Merci d'avoir signalé!
Cette image sera automatiquement bloquée après qu'elle soit signalée par plusieurs personnes.



Qu'est-ce qu'un auteur africain ?
Publié dans Albayane le 12 - 10 - 2020

Je n'ai jamais eu la prétention d'être un grand écrivain. Quand Patrick Lowie, responsable éditoriale des éditions Onze, située à Casablanca, m'a signalé avoir proposé mon roman Adam Bofary au prix Orange du livre en Afrique, je lui ai répondu par cette petite phrase deleuzienne que l'on entend au début de l'ABCDaire : «Si tu y tiens». J'étais beaucoup plus navré pour lui des bouquins envoyés sans doute pour rien aux membres du jury que de me réjouir de participer à un prix littéraire.
Toutefois, lorsque mon éditeur m'a envoyé un texto en me disant «Mauvaise nouvelle Jean, ton livre ne peut concourir au Prix Orange du Livre en Afrique parce que tu n'es pas africain», quelque chose m'a titillé. Aujourd'hui, nous vivons malheureusement dans un monde incapable de voir ce qui rapproche tous les êtres humains et qui ne focalise que sur ce qui les sépare, ce qui les divise, les fragmente.

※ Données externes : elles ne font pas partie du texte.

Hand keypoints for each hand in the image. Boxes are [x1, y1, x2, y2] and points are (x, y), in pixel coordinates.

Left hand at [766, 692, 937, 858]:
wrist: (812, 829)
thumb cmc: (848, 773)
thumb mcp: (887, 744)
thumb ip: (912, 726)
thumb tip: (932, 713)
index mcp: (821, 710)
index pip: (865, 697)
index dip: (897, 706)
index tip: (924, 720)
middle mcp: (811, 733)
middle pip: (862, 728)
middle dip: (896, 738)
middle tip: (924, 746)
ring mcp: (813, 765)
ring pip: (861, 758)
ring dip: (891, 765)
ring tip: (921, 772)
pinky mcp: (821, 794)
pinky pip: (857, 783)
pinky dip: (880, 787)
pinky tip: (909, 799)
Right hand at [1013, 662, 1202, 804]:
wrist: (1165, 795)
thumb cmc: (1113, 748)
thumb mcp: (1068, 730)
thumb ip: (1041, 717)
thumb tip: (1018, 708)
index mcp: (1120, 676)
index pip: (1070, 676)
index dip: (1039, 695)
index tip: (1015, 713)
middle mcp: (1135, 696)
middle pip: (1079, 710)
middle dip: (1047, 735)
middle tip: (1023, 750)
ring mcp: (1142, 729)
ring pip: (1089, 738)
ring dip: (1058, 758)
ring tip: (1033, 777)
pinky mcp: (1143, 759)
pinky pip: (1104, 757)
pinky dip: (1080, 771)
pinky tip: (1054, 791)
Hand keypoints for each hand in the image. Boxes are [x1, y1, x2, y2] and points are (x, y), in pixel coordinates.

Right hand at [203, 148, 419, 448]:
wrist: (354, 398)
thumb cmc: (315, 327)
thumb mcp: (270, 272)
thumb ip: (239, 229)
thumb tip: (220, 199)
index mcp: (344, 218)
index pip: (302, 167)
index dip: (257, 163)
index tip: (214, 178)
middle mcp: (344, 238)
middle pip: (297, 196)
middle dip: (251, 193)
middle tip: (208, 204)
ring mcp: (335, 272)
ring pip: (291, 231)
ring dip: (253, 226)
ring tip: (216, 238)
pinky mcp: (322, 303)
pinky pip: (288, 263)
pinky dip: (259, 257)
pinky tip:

Qu'est-ce que cela signifie être un auteur africain ? La réponse reçue par mon éditeur concernant les critères d'admissibilité pour participer au prix Orange du livre en Afrique sont de vivre en Afrique et de posséder la nationalité d'un pays africain. Par contre, si je suis toujours bien la réponse transmise par mon éditeur, n'est pas un auteur africain quelqu'un qui réside depuis plusieurs années dans un pays d'Afrique et y a écrit des textes, qui a publié chez des éditeurs africains, a participé à des prix organisés au sein de ces pays africains et est reconnu par certains des auteurs nés en Afrique comme étant l'un des leurs.
Chaque prix a en effet le règlement qu'il souhaite et mon propos ne concerne pas spécifiquement le prix Orange du livre en Afrique qui a bien entendu la liberté de s'organiser comme il l'entend. Il s'agit plutôt d'un problème d'ordre général que je souhaite poser, puisque ces questions des critères d'appartenance à un pays ou à un continent ne concernent pas uniquement ma personne. Pour ne prendre que l'exemple du Maroc, en 2014, le Haut Commissariat au Plan comptait 84 000 personnes étrangères, dont 40% d'Européens. S'en tenir à de stricts critères administratifs pour définir aujourd'hui ce qu'est un auteur africain empêche de tenir compte des réalités cosmopolites et des hybridités post coloniales («post» entendu au sens de «par-delà») de notre époque.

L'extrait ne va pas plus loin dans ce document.